Content starts
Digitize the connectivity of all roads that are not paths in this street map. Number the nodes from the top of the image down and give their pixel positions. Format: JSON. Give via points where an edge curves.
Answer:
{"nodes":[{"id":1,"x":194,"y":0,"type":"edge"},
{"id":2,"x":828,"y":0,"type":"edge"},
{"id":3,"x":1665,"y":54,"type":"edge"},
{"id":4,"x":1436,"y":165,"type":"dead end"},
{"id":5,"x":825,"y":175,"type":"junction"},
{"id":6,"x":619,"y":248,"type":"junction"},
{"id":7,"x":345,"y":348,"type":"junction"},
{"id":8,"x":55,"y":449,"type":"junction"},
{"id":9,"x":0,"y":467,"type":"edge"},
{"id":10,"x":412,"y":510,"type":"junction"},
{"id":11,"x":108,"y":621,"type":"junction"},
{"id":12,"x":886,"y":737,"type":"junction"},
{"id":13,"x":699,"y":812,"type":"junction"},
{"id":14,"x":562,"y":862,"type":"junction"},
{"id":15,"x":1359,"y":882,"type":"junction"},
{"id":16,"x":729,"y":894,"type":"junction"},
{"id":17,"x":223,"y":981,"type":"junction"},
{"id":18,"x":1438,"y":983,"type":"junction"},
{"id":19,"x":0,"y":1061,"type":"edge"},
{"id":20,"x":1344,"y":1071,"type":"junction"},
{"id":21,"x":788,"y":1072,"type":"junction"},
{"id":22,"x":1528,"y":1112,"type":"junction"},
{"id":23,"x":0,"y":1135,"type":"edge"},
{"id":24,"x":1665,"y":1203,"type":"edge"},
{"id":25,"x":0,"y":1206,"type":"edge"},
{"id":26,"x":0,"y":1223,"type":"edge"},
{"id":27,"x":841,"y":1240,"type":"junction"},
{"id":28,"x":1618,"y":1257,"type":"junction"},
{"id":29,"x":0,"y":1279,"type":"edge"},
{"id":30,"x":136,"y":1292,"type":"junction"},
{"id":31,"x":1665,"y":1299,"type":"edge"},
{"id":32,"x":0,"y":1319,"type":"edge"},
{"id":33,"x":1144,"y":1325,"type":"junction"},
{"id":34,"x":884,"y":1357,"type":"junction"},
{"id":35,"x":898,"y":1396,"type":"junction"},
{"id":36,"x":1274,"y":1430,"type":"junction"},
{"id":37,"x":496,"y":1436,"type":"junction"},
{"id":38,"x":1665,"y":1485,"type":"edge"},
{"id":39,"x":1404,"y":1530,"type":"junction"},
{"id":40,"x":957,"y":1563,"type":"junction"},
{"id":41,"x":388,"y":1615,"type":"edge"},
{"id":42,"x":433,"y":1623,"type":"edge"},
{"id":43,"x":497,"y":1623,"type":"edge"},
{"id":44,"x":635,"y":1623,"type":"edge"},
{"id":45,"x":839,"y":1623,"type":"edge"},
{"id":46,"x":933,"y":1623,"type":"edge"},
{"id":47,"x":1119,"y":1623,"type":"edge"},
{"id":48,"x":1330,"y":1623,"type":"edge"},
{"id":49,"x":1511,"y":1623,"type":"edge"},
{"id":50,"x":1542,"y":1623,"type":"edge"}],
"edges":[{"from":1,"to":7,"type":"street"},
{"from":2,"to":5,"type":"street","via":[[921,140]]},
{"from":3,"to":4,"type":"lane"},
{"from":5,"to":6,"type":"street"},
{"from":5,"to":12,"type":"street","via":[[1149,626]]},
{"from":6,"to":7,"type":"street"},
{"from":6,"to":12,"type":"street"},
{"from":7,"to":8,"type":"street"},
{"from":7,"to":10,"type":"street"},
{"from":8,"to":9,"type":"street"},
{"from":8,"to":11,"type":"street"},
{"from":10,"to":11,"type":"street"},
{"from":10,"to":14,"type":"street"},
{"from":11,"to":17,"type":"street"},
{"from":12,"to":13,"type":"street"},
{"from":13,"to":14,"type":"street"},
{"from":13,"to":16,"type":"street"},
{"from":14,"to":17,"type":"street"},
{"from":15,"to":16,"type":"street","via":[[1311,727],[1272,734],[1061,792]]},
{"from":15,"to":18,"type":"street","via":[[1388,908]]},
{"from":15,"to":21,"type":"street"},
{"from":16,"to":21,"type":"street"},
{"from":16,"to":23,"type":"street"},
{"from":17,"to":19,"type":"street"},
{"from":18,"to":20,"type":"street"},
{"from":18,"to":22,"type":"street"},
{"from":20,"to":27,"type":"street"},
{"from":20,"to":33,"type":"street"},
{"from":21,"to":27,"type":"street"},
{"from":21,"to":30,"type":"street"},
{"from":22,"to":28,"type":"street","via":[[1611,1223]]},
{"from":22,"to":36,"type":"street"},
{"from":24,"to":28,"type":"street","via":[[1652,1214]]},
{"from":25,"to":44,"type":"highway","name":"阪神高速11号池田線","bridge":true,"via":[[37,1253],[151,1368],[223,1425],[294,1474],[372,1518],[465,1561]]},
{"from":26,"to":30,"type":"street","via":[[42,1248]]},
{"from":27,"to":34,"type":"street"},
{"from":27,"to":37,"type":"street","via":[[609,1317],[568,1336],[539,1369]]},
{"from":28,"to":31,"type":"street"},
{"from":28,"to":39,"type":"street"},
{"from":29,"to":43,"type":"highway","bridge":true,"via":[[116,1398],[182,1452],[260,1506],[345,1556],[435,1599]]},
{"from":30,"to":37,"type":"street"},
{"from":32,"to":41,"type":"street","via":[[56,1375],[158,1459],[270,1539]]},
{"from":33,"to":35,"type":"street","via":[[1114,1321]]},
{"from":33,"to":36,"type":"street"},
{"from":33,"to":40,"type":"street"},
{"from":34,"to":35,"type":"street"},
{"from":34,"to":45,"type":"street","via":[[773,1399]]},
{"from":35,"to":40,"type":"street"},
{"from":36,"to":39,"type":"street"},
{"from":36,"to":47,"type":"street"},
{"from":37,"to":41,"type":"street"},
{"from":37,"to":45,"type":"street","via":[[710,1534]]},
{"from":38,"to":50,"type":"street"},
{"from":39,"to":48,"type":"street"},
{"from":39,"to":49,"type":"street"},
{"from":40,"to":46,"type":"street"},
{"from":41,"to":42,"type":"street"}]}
Content ends
Copy all lines from the data that hold the word "nodes".

- [Solution for this task]
Digitize the connectivity of all roads that are not paths in this street map. Number the nodes from the top of the image down and give their pixel positions. Format: JSON. Give via points where an edge curves.
{"nodes":[{"id":1,"x":194,"y":0,"type":"edge"},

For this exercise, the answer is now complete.